Dave Mills just missed out on joining the 100 weeks between hits club as his new one, ‘I Can’t Go Home To Mary’ entered the charts 99 weeks after his previous hit, ‘Mexico’, departed. Already his new one had a better peak than his previous hit as that had only spent 1 week in the charts and spent that week at 20. This was Mills’ 7 hit to date and he joined Jody Wayne and Four Jacks & A Jill in tied second place for hits by a local act, sitting 2 behind leader Billy Forrest. ‘I Can’t Go Home To Mary’ was written by Terry Dempsey and this was his 23rd hit as a song writer. This put him 5 ahead of Les Reed who had the second highest number of hits as a song writer.

The second new entry was by an artist who had already had 4 hits as a songwriter, but was making his debut as an artist. Albert Hammond had had a hand in writing Leapy Lee’s ‘Little Arrows’, Joe Dolan’s ‘Make Me An Island’ and ‘’You And The Looking Glass’ as well as The Pipkins ‘Gimme Dat Ding’. ‘Make Me An Island’ had reached number 2 which was the best to date for a Hammond composition. He was the 14th person so far who would chart first as a song writer and then make it as a solo artist. Also credited for writing ‘The Free Electric Band’ was Mike Hazelwood who, with Hammond, had co-written all but Leapy Lee’s hit of the ones mentioned above. ‘The Free Electric Band’ made number 19 in the UK and 48 in the US as well as getting to 1 in Norway, 2 in Austria, 3 in Holland, 4 in Germany and Switzerland, 5 in Belgium and 28 in Australia. Hammond received an OBE in 2000 and was inducted into the Songwriters Hall Of Fame in 2008.
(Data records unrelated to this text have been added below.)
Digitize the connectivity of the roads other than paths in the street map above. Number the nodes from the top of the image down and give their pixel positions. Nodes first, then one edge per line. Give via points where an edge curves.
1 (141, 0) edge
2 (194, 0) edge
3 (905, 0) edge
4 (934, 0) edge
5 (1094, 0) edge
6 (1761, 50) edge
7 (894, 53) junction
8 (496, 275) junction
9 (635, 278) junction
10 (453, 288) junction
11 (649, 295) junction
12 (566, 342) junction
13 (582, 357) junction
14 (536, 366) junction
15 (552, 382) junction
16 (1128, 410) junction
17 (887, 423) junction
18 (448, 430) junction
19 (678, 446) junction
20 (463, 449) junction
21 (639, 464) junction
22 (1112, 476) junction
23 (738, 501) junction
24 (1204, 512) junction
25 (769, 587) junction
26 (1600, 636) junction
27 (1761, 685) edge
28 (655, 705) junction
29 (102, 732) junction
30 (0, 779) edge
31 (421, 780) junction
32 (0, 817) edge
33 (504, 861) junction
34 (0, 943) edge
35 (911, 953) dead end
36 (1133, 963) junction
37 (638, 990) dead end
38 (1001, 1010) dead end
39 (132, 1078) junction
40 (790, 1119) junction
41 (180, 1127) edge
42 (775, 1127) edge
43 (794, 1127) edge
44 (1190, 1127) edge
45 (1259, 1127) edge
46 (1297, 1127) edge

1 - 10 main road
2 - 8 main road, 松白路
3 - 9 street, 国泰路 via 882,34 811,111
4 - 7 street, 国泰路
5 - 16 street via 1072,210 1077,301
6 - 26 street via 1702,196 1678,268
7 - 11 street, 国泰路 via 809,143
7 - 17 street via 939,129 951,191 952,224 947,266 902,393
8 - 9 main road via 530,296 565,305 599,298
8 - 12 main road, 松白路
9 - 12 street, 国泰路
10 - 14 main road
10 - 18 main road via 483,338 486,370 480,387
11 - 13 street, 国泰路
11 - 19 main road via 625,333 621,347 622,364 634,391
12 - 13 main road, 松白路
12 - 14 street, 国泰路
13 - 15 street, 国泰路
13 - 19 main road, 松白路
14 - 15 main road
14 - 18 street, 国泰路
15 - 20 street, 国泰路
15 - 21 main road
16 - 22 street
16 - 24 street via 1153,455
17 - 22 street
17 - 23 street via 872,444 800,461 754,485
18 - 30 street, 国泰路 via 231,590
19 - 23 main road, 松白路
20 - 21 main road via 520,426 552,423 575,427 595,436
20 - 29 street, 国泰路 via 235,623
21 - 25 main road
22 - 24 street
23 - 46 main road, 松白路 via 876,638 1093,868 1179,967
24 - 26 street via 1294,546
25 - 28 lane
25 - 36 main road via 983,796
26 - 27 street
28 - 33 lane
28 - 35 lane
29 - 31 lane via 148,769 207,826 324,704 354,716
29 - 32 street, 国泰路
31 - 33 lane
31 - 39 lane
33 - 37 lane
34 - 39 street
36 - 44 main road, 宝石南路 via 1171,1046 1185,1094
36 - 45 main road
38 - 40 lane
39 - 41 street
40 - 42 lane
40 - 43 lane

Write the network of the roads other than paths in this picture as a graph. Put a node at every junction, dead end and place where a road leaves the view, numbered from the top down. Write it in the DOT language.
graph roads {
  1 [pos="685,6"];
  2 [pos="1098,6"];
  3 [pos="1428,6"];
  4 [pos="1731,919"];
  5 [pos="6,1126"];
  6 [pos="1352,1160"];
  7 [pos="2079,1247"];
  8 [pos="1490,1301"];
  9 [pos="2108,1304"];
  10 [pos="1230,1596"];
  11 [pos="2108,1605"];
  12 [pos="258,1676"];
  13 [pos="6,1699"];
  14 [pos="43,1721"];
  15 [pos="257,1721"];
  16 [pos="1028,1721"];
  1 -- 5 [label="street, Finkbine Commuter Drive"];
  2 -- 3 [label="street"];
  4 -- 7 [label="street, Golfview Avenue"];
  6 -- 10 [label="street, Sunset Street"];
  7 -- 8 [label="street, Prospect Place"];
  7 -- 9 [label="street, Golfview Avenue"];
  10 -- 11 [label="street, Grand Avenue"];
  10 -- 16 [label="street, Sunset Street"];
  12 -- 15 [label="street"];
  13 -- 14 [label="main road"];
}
Acts from The Netherlands caught up with those form Jamaica for weeks in the chart as the 2 nations has seen their artists spend a total of 61 weeks each in the top 20. They sat tied 9th for weeks in the charts by a nation.

Two local acts celebrated reaching weeks in the chart milestones. Billy Forrest hit the 60 mark while Dave Mills reached 70. Forrest was in 6th place on the local list and just 2 behind 5th places Alan Garrity while Mills sat 2nd, 13 weeks off the pace that The Staccatos had set. Also on the local weeks count list we saw Maria pull 1 ahead of Des Lindberg and Peter Lotis with Maria owning 18th place on her own while Lindberg and Lotis dropped to tied 19th.

Despite losing Three Dog Night’s version, ‘Shambala’ still moved up the list for weeks by a song charting in more than 1 version as B.W. Stevenson’s version took the song’s total to 23 weeks. It was now tied 11th on the aforementioned list, joining ‘Ramblin’ Boy’ (Des Lindberg and We Three) and ‘The Letter’ (Trini Lopez and The Box Tops) in that position.

We saw the average weeks that the top 20 songs had been with us drop to the lowest it had been in 30 weeks as it fell from 7.5 last week to 6.95.